Sometimes things go wrong and when I see an article like this one from Adweek, I pay attention. I want to learn and so I listened to Matthew Bull’s words and took them to heart and I want to share some excerpts with you here.

Adweek: Why pull the plug after three and a half years?
Bull: Very simply, whilst I love the people, and the place is a magical place, we just didn’t produce work that I thought was magical. We may have created the work internally, but we just didn’t sell the work that I thought was magical. Unless you do that, unless that work gets out there, all the pain and suffering isn’t worth it.
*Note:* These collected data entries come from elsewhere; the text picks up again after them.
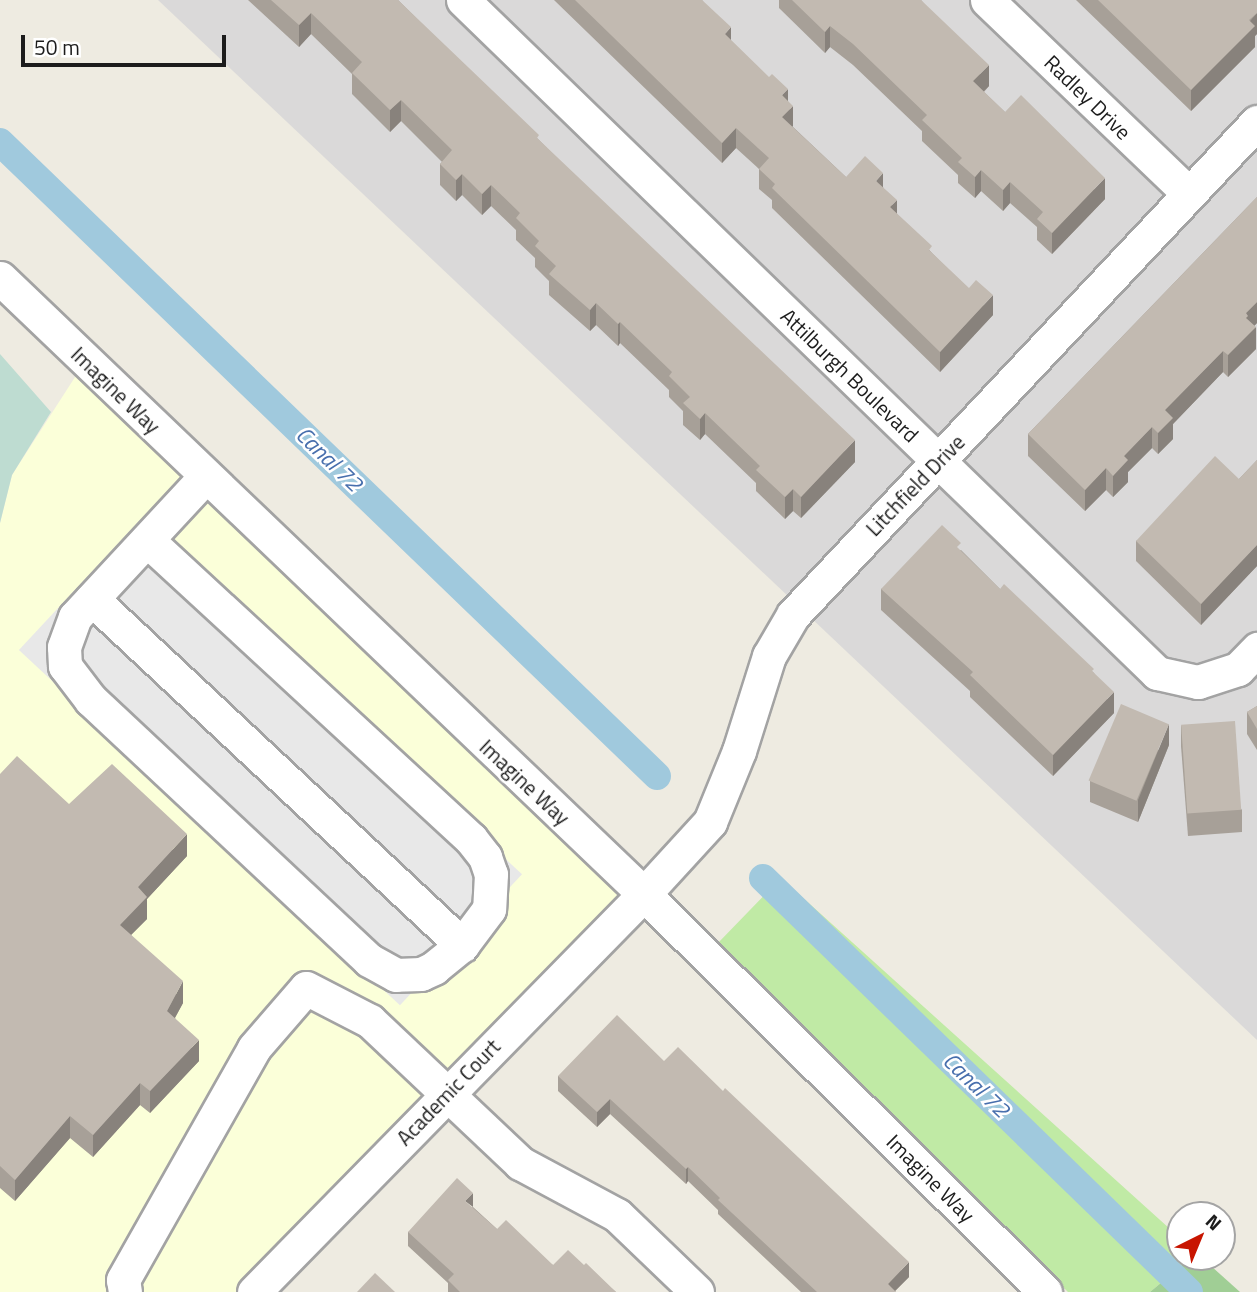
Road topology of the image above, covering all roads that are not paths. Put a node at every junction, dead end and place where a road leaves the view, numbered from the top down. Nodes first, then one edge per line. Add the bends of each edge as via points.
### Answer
1 (463, 0) edge
2 (987, 0) edge
3 (1257, 122) edge
4 (1189, 194) junction
5 (0, 278) edge
6 (938, 461) junction
7 (206, 476) junction
8 (147, 540) junction
9 (92, 599) junction
10 (1257, 649) edge
11 (644, 894) junction
12 (462, 945) junction
13 (446, 1094) junction
14 (125, 1292) edge
15 (254, 1292) edge
16 (697, 1292) edge
17 (1045, 1292) edge

1 - 6 street, Attilburgh Boulevard
2 - 4 street, Radley Drive
3 - 4 street, Litchfield Drive
4 - 6 street, Litchfield Drive
5 - 7 street, Imagine Way
6 - 10 street, Attilburgh Boulevard via 1157,673 1198,682 1238,669
6 - 11 street, Litchfield Drive via 793,615 769,656 740,751 710,822
7 - 8 street
7 - 11 street, Imagine Way
8 - 9 street
8 - 12 street via 471,839 485,857 492,890 489,909
9 - 12 street
9 - 12 street via 75,617 65,640 65,666 74,680 369,960 396,975 421,974
11 - 13 street, Academic Court
11 - 17 street, Imagine Way
13 - 14 street via 370,1021 306,988 254,1048 123,1280
13 - 15 street, Academic Court
13 - 16 street via 520,1163 617,1215

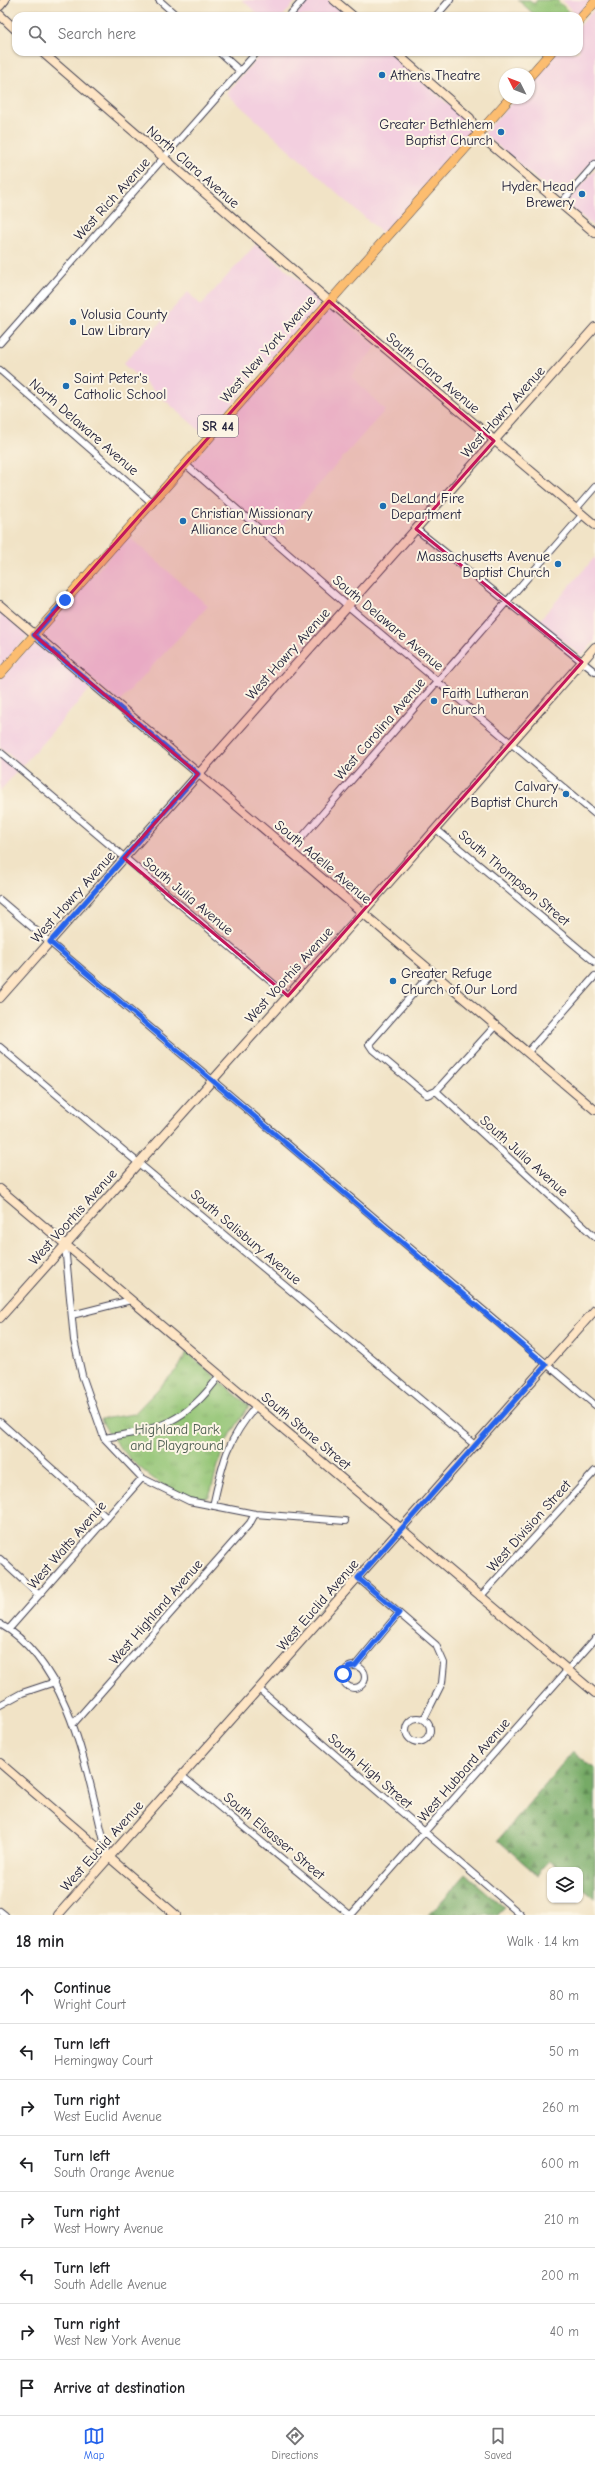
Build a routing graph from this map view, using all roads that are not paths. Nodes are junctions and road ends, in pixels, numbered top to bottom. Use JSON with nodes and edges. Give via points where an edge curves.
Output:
{"nodes":[{"id":1,"x":5,"y":0,"type":"edge"},
{"id":2,"x":159,"y":0,"type":"edge"},
{"id":3,"x":303,"y":0,"type":"edge"},
{"id":4,"x":334,"y":0,"type":"edge"},
{"id":5,"x":450,"y":0,"type":"edge"},
{"id":6,"x":595,"y":2,"type":"edge"},
{"id":7,"x":0,"y":6,"type":"edge"},
{"id":8,"x":172,"y":12,"type":"edge"},
{"id":9,"x":292,"y":12,"type":"edge"},
{"id":10,"x":348,"y":12,"type":"edge"},
{"id":11,"x":440,"y":12,"type":"edge"},
{"id":12,"x":0,"y":15,"type":"edge"},
{"id":13,"x":583,"y":16,"type":"edge"},
{"id":14,"x":12,"y":26,"type":"edge"},
{"id":15,"x":47,"y":56,"type":"edge"},
{"id":16,"x":223,"y":56,"type":"edge"},
{"id":17,"x":253,"y":56,"type":"edge"},
{"id":18,"x":403,"y":56,"type":"edge"},
{"id":19,"x":547,"y":56,"type":"edge"},
{"id":20,"x":535,"y":70,"type":"edge"},
{"id":21,"x":240,"y":71,"type":"junction"},
{"id":22,"x":505,"y":104,"type":"edge"},
{"id":23,"x":478,"y":134,"type":"junction"},
{"id":24,"x":163,"y":159,"type":"junction"},
{"id":25,"x":595,"y":164,"type":"edge"},
{"id":26,"x":560,"y":204,"type":"junction"},
{"id":27,"x":595,"y":233,"type":"edge"},
{"id":28,"x":329,"y":301,"type":"junction"},
{"id":29,"x":595,"y":327,"type":"edge"},
{"id":30,"x":0,"y":343,"type":"edge"},
{"id":31,"x":0,"y":370,"type":"edge"},
{"id":32,"x":494,"y":441,"type":"junction"},
{"id":33,"x":185,"y":464,"type":"junction"},
{"id":34,"x":595,"y":487,"type":"edge"},
{"id":35,"x":151,"y":502,"type":"junction"},
{"id":36,"x":576,"y":509,"type":"junction"},
{"id":37,"x":583,"y":514,"type":"junction"},
{"id":38,"x":595,"y":525,"type":"edge"},
{"id":39,"x":416,"y":529,"type":"junction"},
{"id":40,"x":507,"y":602,"type":"junction"},
{"id":41,"x":0,"y":605,"type":"edge"},
{"id":42,"x":348,"y":606,"type":"junction"},
{"id":43,"x":34,"y":635,"type":"junction"},
{"id":44,"x":595,"y":647,"type":"edge"},
{"id":45,"x":582,"y":662,"type":"junction"},
{"id":46,"x":595,"y":672,"type":"edge"},
{"id":47,"x":0,"y":674,"type":"edge"},
{"id":48,"x":438,"y":681,"type":"junction"},
{"id":49,"x":512,"y":742,"type":"junction"},
{"id":50,"x":0,"y":752,"type":"edge"},
{"id":51,"x":198,"y":774,"type":"junction"},
{"id":52,"x":594,"y":811,"type":"edge"},
{"id":53,"x":436,"y":829,"type":"junction"},
{"id":54,"x":290,"y":851,"type":"junction"},
{"id":55,"x":124,"y":858,"type":"junction"},
{"id":56,"x":0,"y":900,"type":"edge"},
{"id":57,"x":363,"y":912,"type":"junction"},
{"id":58,"x":50,"y":942,"type":"junction"},
{"id":59,"x":595,"y":962,"type":"edge"},
{"id":60,"x":432,"y":972,"type":"junction"},
{"id":61,"x":595,"y":976,"type":"edge"},
{"id":62,"x":288,"y":996,"type":"junction"},
{"id":63,"x":0,"y":998,"type":"edge"},
{"id":64,"x":496,"y":1025,"type":"junction"},
{"id":65,"x":0,"y":1047,"type":"edge"},
{"id":66,"x":528,"y":1052,"type":"junction"},
{"id":67,"x":212,"y":1081,"type":"junction"},
{"id":68,"x":436,"y":1091,"type":"junction"},
{"id":69,"x":595,"y":1110,"type":"edge"},
{"id":70,"x":139,"y":1162,"type":"junction"},
{"id":71,"x":0,"y":1189,"type":"edge"},
{"id":72,"x":595,"y":1237,"type":"edge"},
{"id":73,"x":65,"y":1245,"type":"junction"},
{"id":74,"x":131,"y":1300,"type":"junction"},
{"id":75,"x":595,"y":1310,"type":"edge"},
{"id":76,"x":72,"y":1315,"type":"junction"},
{"id":77,"x":0,"y":1318,"type":"edge"},
{"id":78,"x":546,"y":1365,"type":"junction"},
{"id":79,"x":219,"y":1376,"type":"junction"},
{"id":80,"x":595,"y":1405,"type":"edge"},
{"id":81,"x":256,"y":1406,"type":"junction"},
{"id":82,"x":0,"y":1422,"type":"edge"},
{"id":83,"x":104,"y":1438,"type":"junction"},
{"id":84,"x":476,"y":1446,"type":"junction"},
{"id":85,"x":595,"y":1471,"type":"edge"},
{"id":86,"x":142,"y":1478,"type":"junction"},
{"id":87,"x":213,"y":1506,"type":"junction"},
{"id":88,"x":255,"y":1514,"type":"junction"},
{"id":89,"x":107,"y":1518,"type":"junction"},
{"id":90,"x":345,"y":1521,"type":"dead end"},
{"id":91,"x":403,"y":1529,"type":"junction"},
{"id":92,"x":0,"y":1559,"type":"edge"},
{"id":93,"x":358,"y":1578,"type":"junction"},
{"id":94,"x":39,"y":1595,"type":"junction"},
{"id":95,"x":480,"y":1597,"type":"junction"},
{"id":96,"x":399,"y":1613,"type":"junction"},
{"id":97,"x":0,"y":1624,"type":"edge"},
{"id":98,"x":9,"y":1629,"type":"junction"},
{"id":99,"x":595,"y":1639,"type":"edge"},
{"id":100,"x":355,"y":1666,"type":"dead end"},
{"id":101,"x":568,"y":1670,"type":"junction"},
{"id":102,"x":56,"y":1682,"type":"junction"},
{"id":103,"x":260,"y":1690,"type":"junction"},
{"id":104,"x":595,"y":1693,"type":"edge"},
{"id":105,"x":0,"y":1705,"type":"edge"},
{"id":106,"x":424,"y":1719,"type":"dead end"},
{"id":107,"x":73,"y":1724,"type":"junction"},
{"id":108,"x":0,"y":1763,"type":"edge"},
{"id":109,"x":182,"y":1776,"type":"junction"},
{"id":110,"x":424,"y":1833,"type":"junction"},
{"id":111,"x":108,"y":1858,"type":"junction"},
{"id":112,"x":0,"y":1910,"type":"edge"},
{"id":113,"x":5,"y":1915,"type":"edge"},
{"id":114,"x":58,"y":1915,"type":"edge"},
{"id":115,"x":176,"y":1915,"type":"edge"},
{"id":116,"x":350,"y":1915,"type":"edge"},
{"id":117,"x":521,"y":1915,"type":"edge"}],
"edges":[{"from":1,"to":7,"type":"street"},
{"from":2,"to":8,"type":"street"},
{"from":3,"to":9,"type":"street"},
{"from":4,"to":10,"type":"street"},
{"from":5,"to":11,"type":"street"},
{"from":6,"to":13,"type":"main road"},
{"from":12,"to":14,"type":"street"},
{"from":15,"to":24,"type":"street","name":"North Clara Avenue"},
{"from":16,"to":21,"type":"street"},
{"from":17,"to":21,"type":"street","name":"West Rich Avenue"},
{"from":18,"to":23,"type":"street","via":[[470,118]]},
{"from":19,"to":20,"type":"main road"},
{"from":21,"to":24,"type":"street","name":"West Rich Avenue"},
{"from":22,"to":23,"type":"main road","name":"West New York Avenue","number":"SR 44"},
{"from":23,"to":26,"type":"street"},
{"from":23,"to":28,"type":"main road","name":"West New York Avenue","number":"SR 44"},
{"from":24,"to":28,"type":"street","name":"North Clara Avenue"},
{"from":24,"to":30,"type":"street","name":"West Rich Avenue"},
{"from":25,"to":26,"type":"street"},
{"from":26,"to":27,"type":"street"},
{"from":28,"to":32,"type":"street","name":"South Clara Avenue"},
{"from":28,"to":33,"type":"main road","name":"West New York Avenue","number":"SR 44"},
{"from":29,"to":32,"type":"street","name":"West Howry Avenue"},
{"from":31,"to":35,"type":"street","name":"North Delaware Avenue"},
{"from":32,"to":36,"type":"street","name":"South Clara Avenue"},
{"from":32,"to":39,"type":"street","name":"West Howry Avenue"},
{"from":33,"to":35,"type":"main road","name":"West New York Avenue","number":"SR 44"},
{"from":33,"to":42,"type":"street","name":"South Delaware Avenue"},
{"from":34,"to":36,"type":"street"},
{"from":35,"to":43,"type":"main road","name":"West New York Avenue","number":"SR 44"},
{"from":36,"to":37,"type":"street","name":"South Clara Avenue"},
{"from":37,"to":38,"type":"street","name":"South Clara Avenue"},
{"from":37,"to":40,"type":"street","name":"West Carolina Avenue"},
{"from":39,"to":40,"type":"street"},
{"from":39,"to":42,"type":"street","name":"West Howry Avenue"},
{"from":40,"to":45,"type":"street"},
{"from":40,"to":48,"type":"street","name":"West Carolina Avenue"},
{"from":41,"to":43,"type":"street","name":"South Adelle Avenue"},
{"from":42,"to":48,"type":"street","name":"South Delaware Avenue"},
{"from":42,"to":51,"type":"street","name":"West Howry Avenue"},
{"from":43,"to":47,"type":"main road","name":"West New York Avenue","number":"SR 44"},
{"from":43,"to":51,"type":"street","name":"South Adelle Avenue"},
{"from":44,"to":45,"type":"street","name":"West Voorhis Avenue"},
{"from":45,"to":46,"type":"street"},
{"from":45,"to":49,"type":"street","name":"West Voorhis Avenue"},
{"from":48,"to":49,"type":"street","name":"South Delaware Avenue"},
{"from":48,"to":54,"type":"street","name":"West Carolina Avenue"},
{"from":49,"to":52,"type":"street","name":"South Delaware Avenue"},
{"from":49,"to":53,"type":"street","name":"West Voorhis Avenue"},
{"from":50,"to":55,"type":"street","name":"South Julia Avenue"},
{"from":51,"to":54,"type":"street","name":"South Adelle Avenue"},
{"from":51,"to":55,"type":"street","name":"West Howry Avenue"},
{"from":53,"to":57,"type":"street","name":"West Voorhis Avenue"},
{"from":53,"to":59,"type":"street","name":"South Thompson Street"},
{"from":54,"to":57,"type":"street","name":"South Adelle Avenue"},
{"from":55,"to":58,"type":"street","name":"West Howry Avenue"},
{"from":55,"to":62,"type":"street","name":"South Julia Avenue"},
{"from":56,"to":58,"type":"street"},
{"from":57,"to":60,"type":"street","name":"South Adelle Avenue"},
{"from":57,"to":62,"type":"street","name":"West Voorhis Avenue"},
{"from":58,"to":63,"type":"street","name":"West Howry Avenue"},
{"from":58,"to":67,"type":"street"},
{"from":60,"to":64,"type":"street","name":"South Adelle Avenue"},
{"from":60,"to":68,"type":"street","via":[[370,1044],[373,1050],[427,1095]]},
{"from":61,"to":66,"type":"street"},
{"from":62,"to":67,"type":"street","name":"West Voorhis Avenue"},
{"from":64,"to":66,"type":"street","name":"South Adelle Avenue"},
{"from":64,"to":68,"type":"street"},
{"from":65,"to":70,"type":"street","name":"South Salisbury Avenue"},
{"from":66,"to":69,"type":"street","name":"South Adelle Avenue"},
{"from":67,"to":70,"type":"street","name":"West Voorhis Avenue"},
{"from":67,"to":78,"type":"street"},
{"from":68,"to":72,"type":"street","name":"South Julia Avenue"},
{"from":70,"to":73,"type":"street","name":"West Voorhis Avenue"},
{"from":70,"to":84,"type":"street","name":"South Salisbury Avenue"},
{"from":71,"to":73,"type":"street","name":"South Stone Street"},
{"from":73,"to":74,"type":"street","name":"South Stone Street"},
{"from":73,"to":76,"type":"street"},
{"from":73,"to":77,"type":"street","name":"West Voorhis Avenue"},
{"from":74,"to":76,"type":"street"},
{"from":74,"to":79,"type":"street","name":"South Stone Street"},
{"from":75,"to":78,"type":"street","name":"West Euclid Avenue"},
{"from":76,"to":83,"type":"street","via":[[74,1340],[82,1375]]},
{"from":78,"to":80,"type":"street"},
{"from":78,"to":84,"type":"street","name":"West Euclid Avenue"},
{"from":79,"to":81,"type":"street","name":"South Stone Street"},
{"from":79,"to":83,"type":"street","via":[[205,1397],[182,1416],[143,1432]]},
{"from":81,"to":87,"type":"street","via":[[242,1422],[228,1446]]},
{"from":81,"to":91,"type":"street","name":"South Stone Street"},
{"from":82,"to":89,"type":"street"},
{"from":83,"to":86,"type":"street"},
{"from":84,"to":91,"type":"street","name":"West Euclid Avenue"},
{"from":85,"to":95,"type":"street","name":"West Division Street"},
{"from":86,"to":87,"type":"street","via":[[189,1501]]},
{"from":86,"to":89,"type":"street","name":"West Walts Avenue"},
{"from":87,"to":88,"type":"street"},
{"from":88,"to":90,"type":"street"},
{"from":88,"to":107,"type":"street","name":"West Highland Avenue","via":[[250,1523]]},
{"from":89,"to":94,"type":"street","name":"West Walts Avenue"},
{"from":91,"to":93,"type":"street","name":"West Euclid Avenue"},
{"from":91,"to":95,"type":"street","name":"South Stone Street"},
{"from":92,"to":94,"type":"street"},
{"from":93,"to":96,"type":"street"},
{"from":93,"to":103,"type":"street","name":"West Euclid Avenue"},
{"from":94,"to":98,"type":"street","name":"West Walts Avenue"},
{"from":95,"to":101,"type":"street","name":"South Stone Street"},
{"from":96,"to":100,"type":"street"},
{"from":96,"to":106,"type":"street","via":[[436,1645],[444,1663],[442,1683]]},
{"from":97,"to":98,"type":"street"},
{"from":98,"to":102,"type":"street"},
{"from":99,"to":101,"type":"street","name":"West Hubbard Avenue"},
{"from":101,"to":104,"type":"street","name":"South Stone Street"},
{"from":101,"to":110,"type":"street","name":"West Hubbard Avenue"},
{"from":102,"to":105,"type":"street","via":[[22,1693]]},
{"from":102,"to":107,"type":"street"},
{"from":103,"to":109,"type":"street","name":"West Euclid Avenue"},
{"from":103,"to":110,"type":"street","name":"South High Street"},
{"from":107,"to":111,"type":"street"},
{"from":108,"to":111,"type":"street"},
{"from":109,"to":111,"type":"street","name":"West Euclid Avenue"},
{"from":109,"to":116,"type":"street","name":"South Elsasser Street"},
{"from":110,"to":116,"type":"street","name":"West Hubbard Avenue"},
{"from":110,"to":117,"type":"street","name":"South High Street"},
{"from":111,"to":114,"type":"street","name":"West Euclid Avenue"},
{"from":111,"to":115,"type":"street"},
{"from":112,"to":113,"type":"street"}]}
In retrospect, what was your biggest mistake?
Not finding myself a senior, well-connected new business partner that could open lots and lots of doors for us in America. [That] meant that we relied very significantly on my ex-clients, which was great because we did very, very well out of it. But what it didn’t give us, which we probably needed, was that really spicy, small piece of American business that we could very quickly show the quality of work out there.

Why shift to creative consultant?
I have got some very strong relationships with clients. I feel the power has shifted significantly toward clients when it comes to determining the quality and the kind of work that gets done. That’s a generalization. There are some agencies that still have the necessary influence to get the kind of work out there that they believe in. And my passion is absolutely the business of creating advertising, branding, marketing. Also, I wanted to try something new.

Why not get another chief creative officer job instead?
[Laughs]. I think that I want to try something new. There’s only one way of putting it. Now, clearly, I’m having conversations, or I’ve had conversations [about such jobs]. I just want to take my time. I want to try and explore a few more things and see what’s going on.

Where do you hope to be in five years?
I want to very much be someone that has helped to create a brilliant brand or brilliant brands in this country, and I want to be further along than from where I am. But, I want to be nowhere near the end.

At what kind of organization or in what kind of job?
I would love, brutally frankly, to be the chief creative officer of Adidas. That would be my absolute dream job.